The court answered both in the affirmative. Pursuant to the latter question, the court also
concluded that petitioner Schmill’s attorneys were entitled to common fund attorney fees,
and that the common fund attorney fees were limited to claims handled by Liberty and thus
did not create a global lien. The Appellants argue that the rule in Schmill I does not apply
retroactively, that Schmill’s attorneys failed to plead for common fund fees, and that
Schmill I did not create a common fund. Schmill cross-appeals the court’s conclusion that
Schmill I did not create a global lien.
¶9 After the close of briefing in this appeal we announced Dempsey v. Allstate Insurance
Co., 2004 MT 391, 325 Mont. 207, 104 P.3d 483. Dempsey clarified this State’s rule on the
retroactivity of judicial decisions and restricted the circumstances in which a decision may
be applied prospectively only.
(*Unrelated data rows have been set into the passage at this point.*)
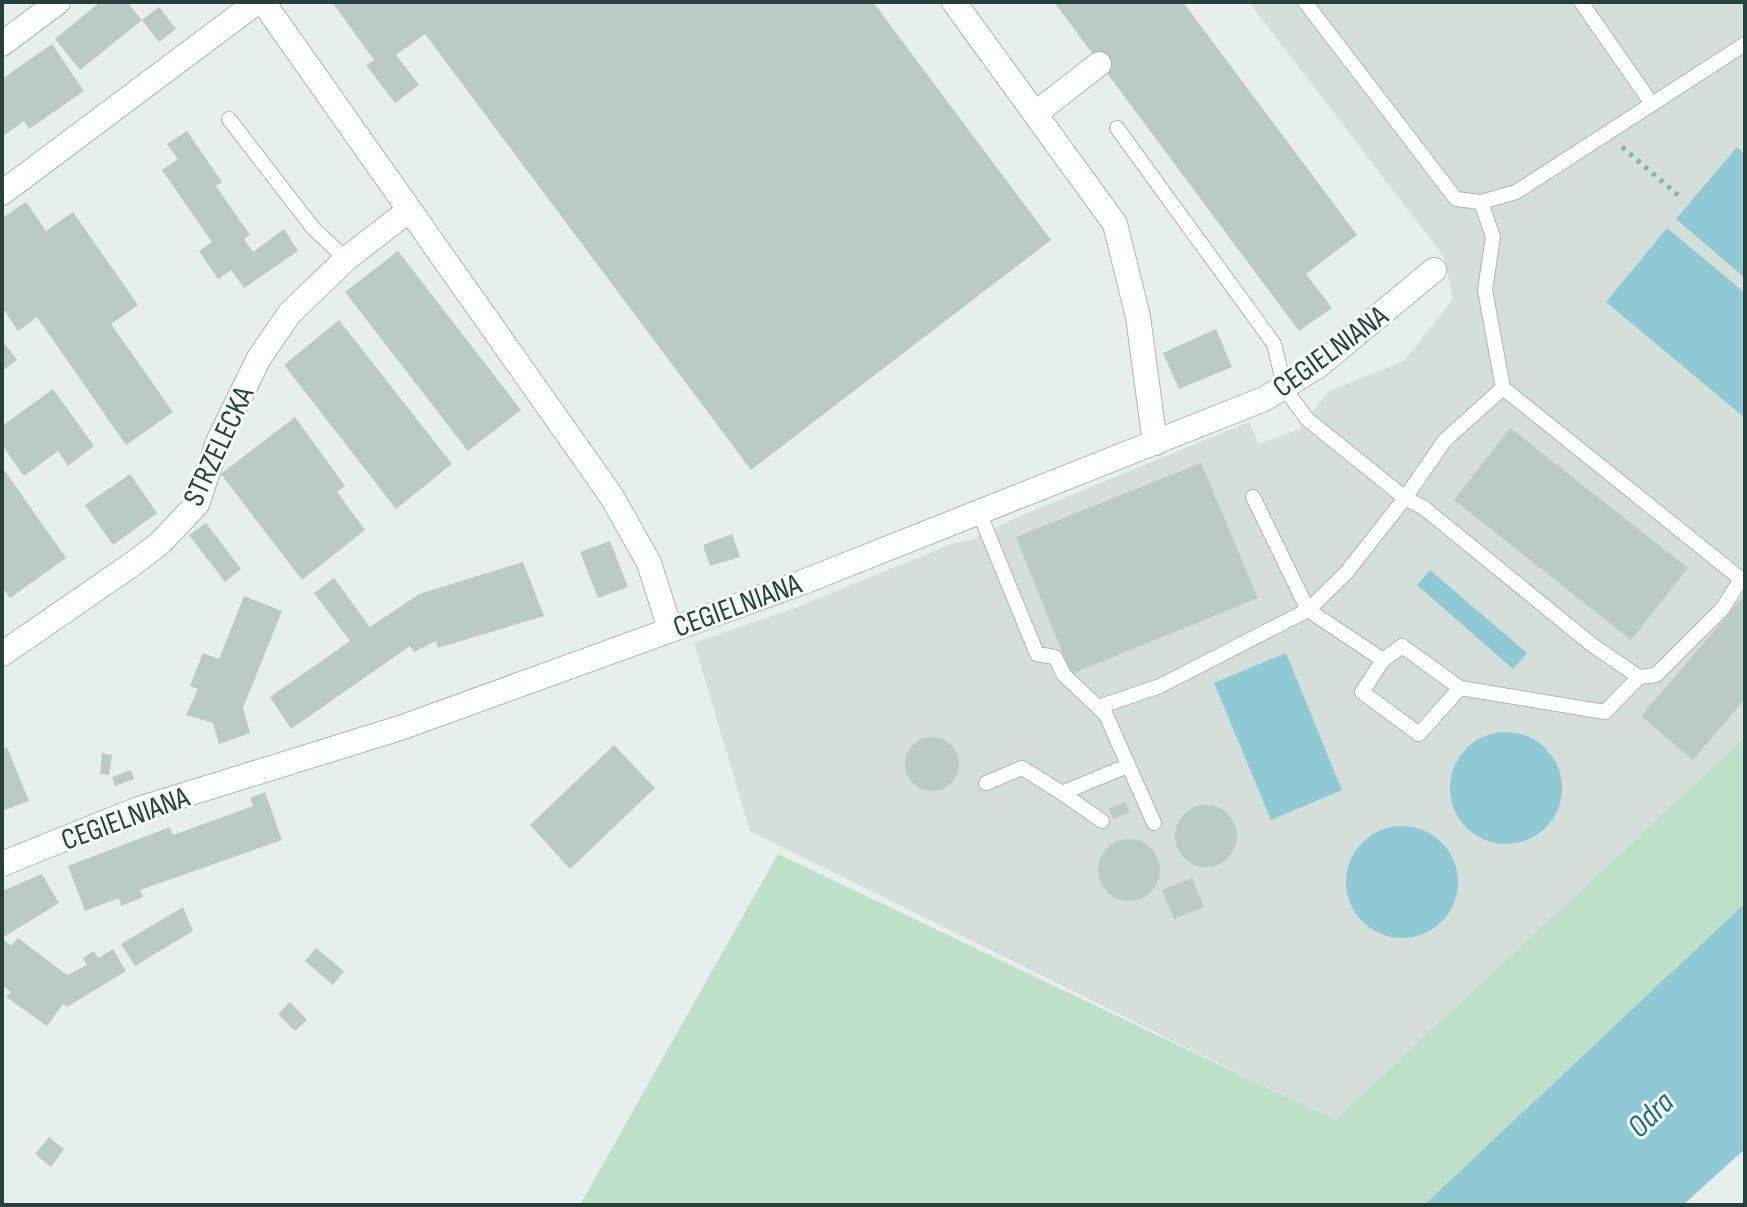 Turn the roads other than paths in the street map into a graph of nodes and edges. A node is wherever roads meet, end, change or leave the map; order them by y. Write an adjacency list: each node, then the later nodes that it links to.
1 (58, 2): 6 (street)
2 (260, 2): 13 (street); 15 (street)
3 (954, 2): 10 (street)
4 (1305, 2): 14 (lane)
5 (1581, 2): 9 (lane)
6 (2, 44)
7 (1745, 44): 9 (lane)
8 (1099, 64): 10 (street)
9 (1652, 104): 14 (lane)
10 (1036, 113): 20 (street)
11 (229, 119): 16 (lane)
12 (1117, 128): 19 (lane)
13 (2, 193)
14 (1481, 202): 18 (lane)
15 (408, 211): 16 (street, STRZELECKA); 25 (street)
16 (346, 259): 26 (street, STRZELECKA)
17 (1434, 270): 19 (street, CEGIELNIANA)
18 (1503, 388): 22 (lane); 28 (lane)
19 (1285, 389): 20 (street, CEGIELNIANA); 22 (lane)
20 (1155, 443): 23 (street, CEGIELNIANA)
21 (1253, 497): 24 (lane)
22 (1405, 498): 24 (lane); 28 (lane)
23 (979, 512): 25 (street, CEGIELNIANA); 30 (lane)
24 (1308, 610): 27 (lane); 30 (lane)
25 (670, 629): 36 (street, CEGIELNIANA)
26 (2, 654)
27 (1383, 660): 29 (lane); 29 (lane)
28 (1639, 677): 29 (lane)
29 (1460, 688)
30 (1098, 707): 31 (lane)
31 (1127, 766): 33 (lane); 35 (lane)
32 (986, 783): 33 (lane)
33 (1062, 793): 34 (lane)
34 (1102, 821)
35 (1154, 823)
36 (2, 864) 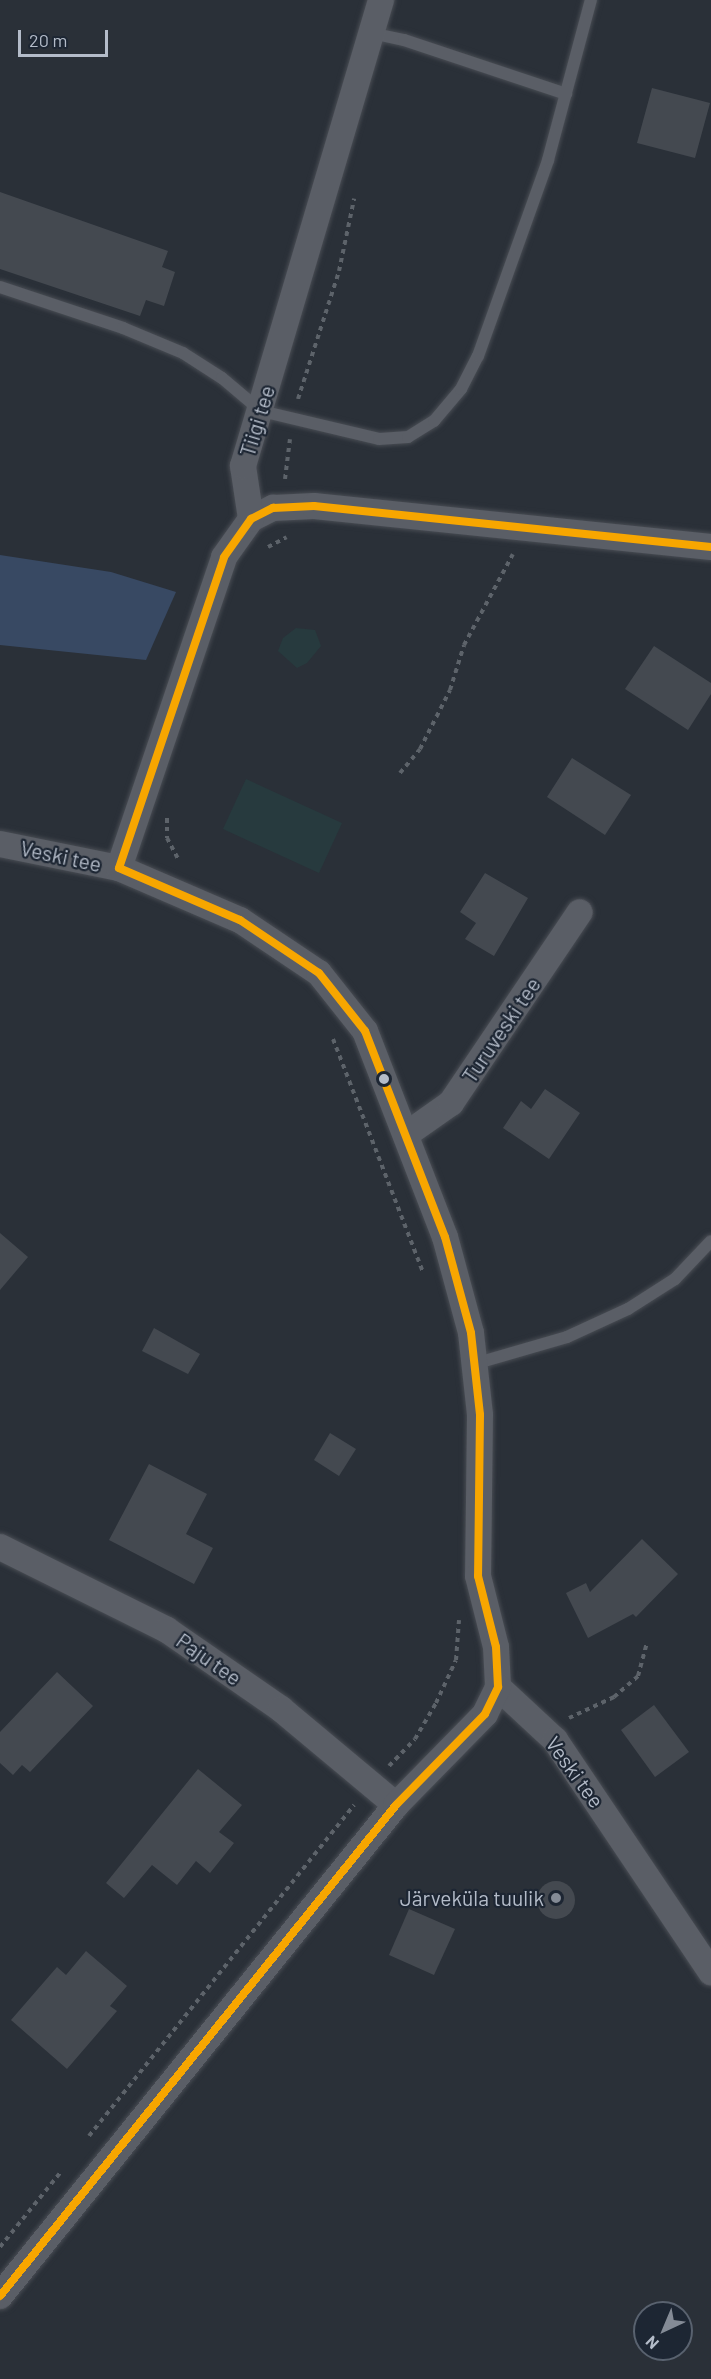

Dempsey, ¶¶ 29-30. Because of this change in our
retroactivity jurisprudence, we invited the parties to submit supplemental briefing on the
question of how Dempsey applies to this case.
¶10 The parties stipulated to a set of facts in their arguments before the WCC. We cite
these facts below where appropriate.
STANDARD OF REVIEW
¶11 We review the WCC’s conclusions of law to determine whether they are correct. Van
Vleet v. Montana Ass’n of Counties Workers’ Comp. Trust, 2004 MT 367, ¶ 9, 324 Mont.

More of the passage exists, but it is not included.